Twenty years ago, I published a short article in the British Journal of Rheumatology. Its title was ALTERNATIVE MEDICINE, THE BABY AND THE BATH WATER. Reading it again today – especially in the light of the recent debate (with over 700 comments) on acupuncture – indicates to me that very little has since changed in the discussions about alternative medicine (AM). Does that mean we are going around in circles? Here is the (slightly abbreviated) article from 1995 for you to judge for yourself:
“Proponents of alternative medicine (AM) criticize the attempt of conducting RCTs because they view this is in analogy to ‘throwing out the baby with the bath water’. The argument usually goes as follows: the growing popularity of AM shows that individuals like it and, in some way, they benefit through using it. Therefore it is best to let them have it regardless of its objective effectiveness. Attempts to prove or disprove effectiveness may even be counterproductive. Should RCTs prove that a given intervention is not superior to a placebo, one might stop using it. This, in turn, would be to the disadvantage of the patient who, previous to rigorous research, has unquestionably been helped by the very remedy. Similar criticism merely states that AM is ‘so different, so subjective, so sensitive that it cannot be investigated in the same way as mainstream medicine’. Others see reasons to change the scientific (‘reductionist’) research paradigm into a broad ‘philosophical’ approach. Yet others reject the RCTs because they think that ‘this method assumes that every person has the same problems and there are similar causative factors’.
The example of acupuncture as a (popular) treatment for osteoarthritis, demonstrates the validity of such arguments and counter-arguments. A search of the world literature identified only two RCTs on the subject. When acupuncture was tested against no treatment, the experimental group of osteoarthritis sufferers reported a 23% decrease of pain, while the controls suffered a 12% increase. On the basis of this result, it might seem highly unethical to withhold acupuncture from pain-stricken patients—’if a patient feels better for whatever reason and there are no toxic side effects, then the patient should have the right to get help’.
But what about the placebo effect? It is notoriously difficult to find a placebo indistinguishable to acupuncture which would allow patient-blinded studies. Needling non-acupuncture points may be as close as one can get to an acceptable placebo. When patients with osteoarthritis were randomized into receiving either ‘real acupuncture or this type of sham acupuncture both sub-groups showed the same pain relief.

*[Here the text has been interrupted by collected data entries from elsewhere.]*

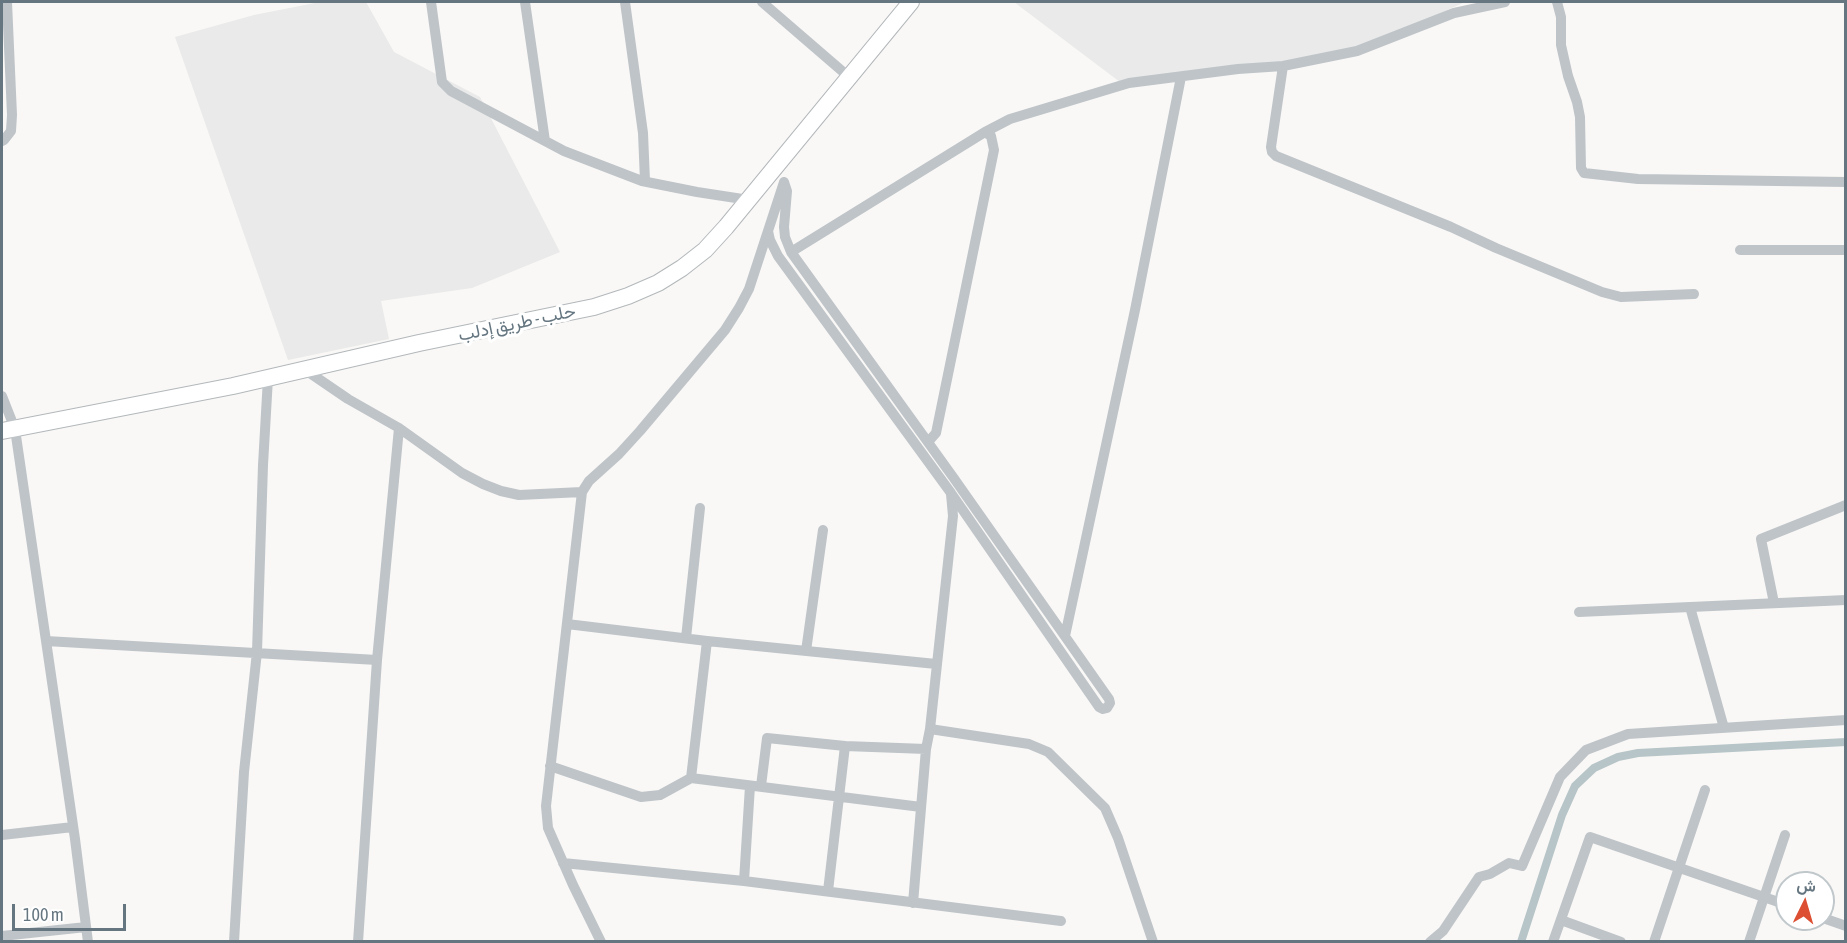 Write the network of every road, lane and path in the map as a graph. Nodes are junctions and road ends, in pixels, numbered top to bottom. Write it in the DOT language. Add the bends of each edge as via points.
graph roads {
  1 [pos="8,2"];
  2 [pos="431,2"];
  3 [pos="525,2"];
  4 [pos="625,2"];
  5 [pos="762,2"];
  6 [pos="911,2"];
  7 [pos="1505,2"];
  8 [pos="1557,2"];
  9 [pos="1283,66"];
  10 [pos="849,77"];
  11 [pos="1181,77"];
  12 [pos="985,132"];
  13 [pos="2,141"];
  14 [pos="545,141"];
  15 [pos="779,176"];
  16 [pos="645,181"];
  17 [pos="1845,182"];
  18 [pos="749,200"];
  19 [pos="768,231"];
  20 [pos="1740,250"];
  21 [pos="1845,250"];
  22 [pos="791,252"];
  23 [pos="1694,294"];
  24 [pos="304,369"];
  25 [pos="268,378"];
  26 [pos="2,396"];
  27 [pos="399,428"];
  28 [pos="8,430"];
  29 [pos="928,442"];
  30 [pos="953,477"];
  31 [pos="582,492"];
  32 [pos="951,493"];
  33 [pos="1845,505"];
  34 [pos="700,508"];
  35 [pos="822,530"];
  36 [pos="1845,600"];
  37 [pos="1774,603"];
  38 [pos="1690,607"];
  39 [pos="1579,612"];
  40 [pos="567,624"];
  41 [pos="1065,636"];
  42 [pos="686,638"];
  43 [pos="46,641"];
  44 [pos="707,641"];
  45 [pos="806,651"];
  46 [pos="256,652"];
  47 [pos="377,660"];
  48 [pos="936,664"];
  49 [pos="1845,720"];
  50 [pos="1724,728"];
  51 [pos="930,729"];
  52 [pos="845,746"];
  53 [pos="926,749"];
  54 [pos="550,766"];
  55 [pos="691,778"];
  56 [pos="756,786"];
  57 [pos="1705,790"];
  58 [pos="839,796"];
  59 [pos="921,807"];
  60 [pos="73,827"];
  61 [pos="1785,835"];
  62 [pos="2,836"];
  63 [pos="563,863"];
  64 [pos="1679,868"];
  65 [pos="744,881"];
  66 [pos="828,891"];
  67 [pos="1764,897"];
  68 [pos="1775,901"];
  69 [pos="913,903"];
  70 [pos="1561,920"];
  71 [pos="1061,921"];
  72 [pos="86,927"];
  73 [pos="2,936"];
  74 [pos="88,942"];
  75 [pos="234,942"];
  76 [pos="358,942"];
  77 [pos="601,942"];
  78 [pos="1153,942"];
  79 [pos="1430,942"];
  80 [pos="1553,942"];
  81 [pos="1621,942"];
  82 [pos="1654,942"];
  83 [pos="1749,942"];
  1 -- 13 [label="street" via="12,115 11,131"];
  2 -- 14 [label="street" via="442,82 451,91"];
  3 -- 14 [label="street"];
  4 -- 16 [label="street" via="642,122"];
  5 -- 10 [label="street"];
  6 -- 10 [label="highway, حلب - طريق إدلب"];
  7 -- 9 [label="street" via="1454,13 1357,51"];
  8 -- 17 [label="street" via="1561,45 1580,117 1584,173 1638,179"];
  9 -- 11 [label="street"];
  9 -- 23 [label="street" via="1271,147 1276,156 1602,292 1621,297"];
  10 -- 15 [label="highway, حلب - طريق إدلب"];
  11 -- 12 [label="street" via="1118,86 1010,119"];
  11 -- 41 [label="street"];
  12 -- 22 [label="street"];
  12 -- 29 [label="street" via="991,136 994,150 936,433"];
  14 -- 16 [label="street"];
  15 -- 18 [label="highway, حلب - طريق إدلب"];
  15 -- 19 [label="street"];
  15 -- 22 [label="street" via="787,191 784,227"];
  16 -- 18 [label="street"];
  18 -- 24 [label="highway, حلب - طريق إدلب" via="705,250 658,283 628,296 594,307"];
  19 -- 31 [label="street" via="749,289 725,330 640,431"];
  19 -- 32 [label="street" via="778,256"];
  20 -- 21 [label="street"];
  22 -- 29 [label="street"];
  24 -- 25 [label="highway, حلب - طريق إدلب"];
  24 -- 27 [label="street"];
  25 -- 28 [label="highway, حلب - طريق إدلب"];
  25 -- 46 [label="street"];
  26 -- 28 [label="street"];
  27 -- 31 [label="street" via="462,473 501,491 519,495"];
  27 -- 47 [label="street"];
  28 -- 43 [label="street"];
  29 -- 30 [label="street"];
  30 -- 32 [label="street"];
  30 -- 41 [label="street"];
  31 -- 40 [label="street"];
  32 -- 41 [label="street" via="1099,707 1107,708 1109,699"];
  32 -- 48 [label="street" via="953,516"];
  33 -- 37 [label="street" via="1761,539"];
  34 -- 42 [label="street"];
  35 -- 45 [label="street"];
  36 -- 37 [label="street"];
  37 -- 38 [label="street"];
  38 -- 39 [label="street"];
  38 -- 50 [label="street"];
  40 -- 42 [label="street"];
  40 -- 54 [label="street"];
  42 -- 44 [label="street"];
  43 -- 46 [label="street"];
  43 -- 60 [label="street"];
  44 -- 45 [label="street"];
  44 -- 55 [label="street"];
  45 -- 48 [label="street"];
  46 -- 47 [label="street"];
  46 -- 75 [label="street"];
  47 -- 76 [label="street"];
  48 -- 51 [label="street"];
  49 -- 50 [label="street"];
  50 -- 79 [label="street" via="1628,734 1586,750 1560,777 1522,866 1509,863 1479,877 1443,931"];
  51 -- 53 [label="street"];
  51 -- 78 [label="street" via="1029,744 1048,752 1105,808"];
  52 -- 53 [label="street"];
  52 -- 56 [label="street" via="767,738"];
  52 -- 58 [label="street"];
  53 -- 59 [label="street"];
  54 -- 55 [label="street" via="641,797 660,795"];
  54 -- 63 [label="street" via="548,828"];
  55 -- 56 [label="street"];
  56 -- 58 [label="street"];
  56 -- 65 [label="street"];
  57 -- 64 [label="street"];
  58 -- 59 [label="street"];
  58 -- 66 [label="street"];
  59 -- 69 [label="street"];
  60 -- 62 [label="street"];
  60 -- 72 [label="street"];
  61 -- 67 [label="street"];
  63 -- 65 [label="street"];
  63 -- 77 [label="street"];
  64 -- 67 [label="street"];
  64 -- 70 [label="street" via="1590,837"];
  64 -- 82 [label="street"];
  65 -- 66 [label="street"];
  66 -- 69 [label="street"];
  67 -- 68 [label="street"];
  67 -- 83 [label="street"];
  69 -- 71 [label="street"];
  70 -- 80 [label="street"];
  70 -- 81 [label="street"];
  72 -- 73 [label="street"];
  72 -- 74 [label="street"];
} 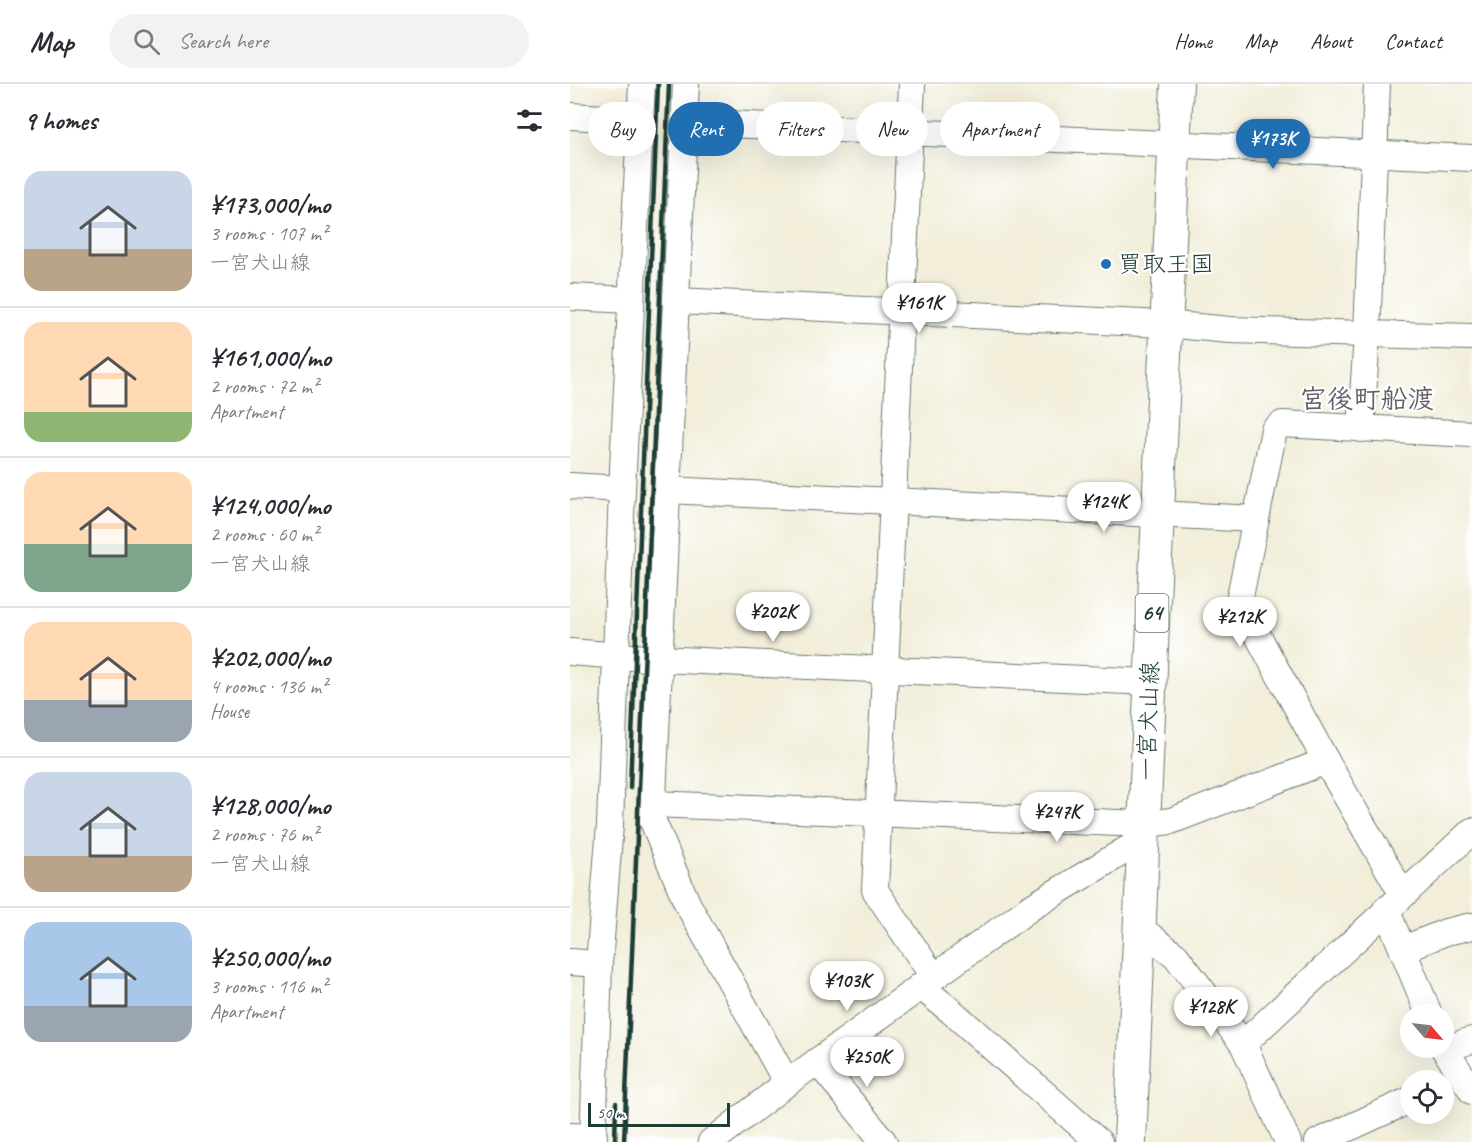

These findings (similar results have been published for other AMs) are compatible only with two explanations. Firstly acupuncture might be a powerful placebo. If this were true, we need to establish how safe acupuncture is (clearly it is not without potential harm); if the risk/benefit ratio is favourable and no specific, effective form of therapy exists one might still consider employing this form as a ‘placebo therapy’ for easing the pain of osteoarthritis sufferers. One would also feel motivated to research this powerful placebo and identify its characteristics or modalities with the aim of using the knowledge thus generated to help future patients.
Secondly, it could be the needling, regardless of acupuncture points and philosophy, that decreases pain. If this were true, we could henceforward use needling for pain relief—no special training in or equipment for acupuncture would be required, and costs would therefore be markedly reduced. In addition, this knowledge would lead us to further our understanding of basic mechanisms of pain reduction which, one day, might evolve into more effective analgesia. In any case the published research data, confusing as they often are, do not call for a change of paradigm; they only require more RCTs to solve the unanswered problems.
Conducting rigorous research is therefore by no means likely to ‘throw out the baby with the bath water’. The concept that such research could harm the patient is wrong and anti-scientific. To follow its implications would mean neglecting the ‘baby in the bath water’ until it suffers serious damage. To conduct proper research means attending the ‘baby’ and making sure that it is safe and well.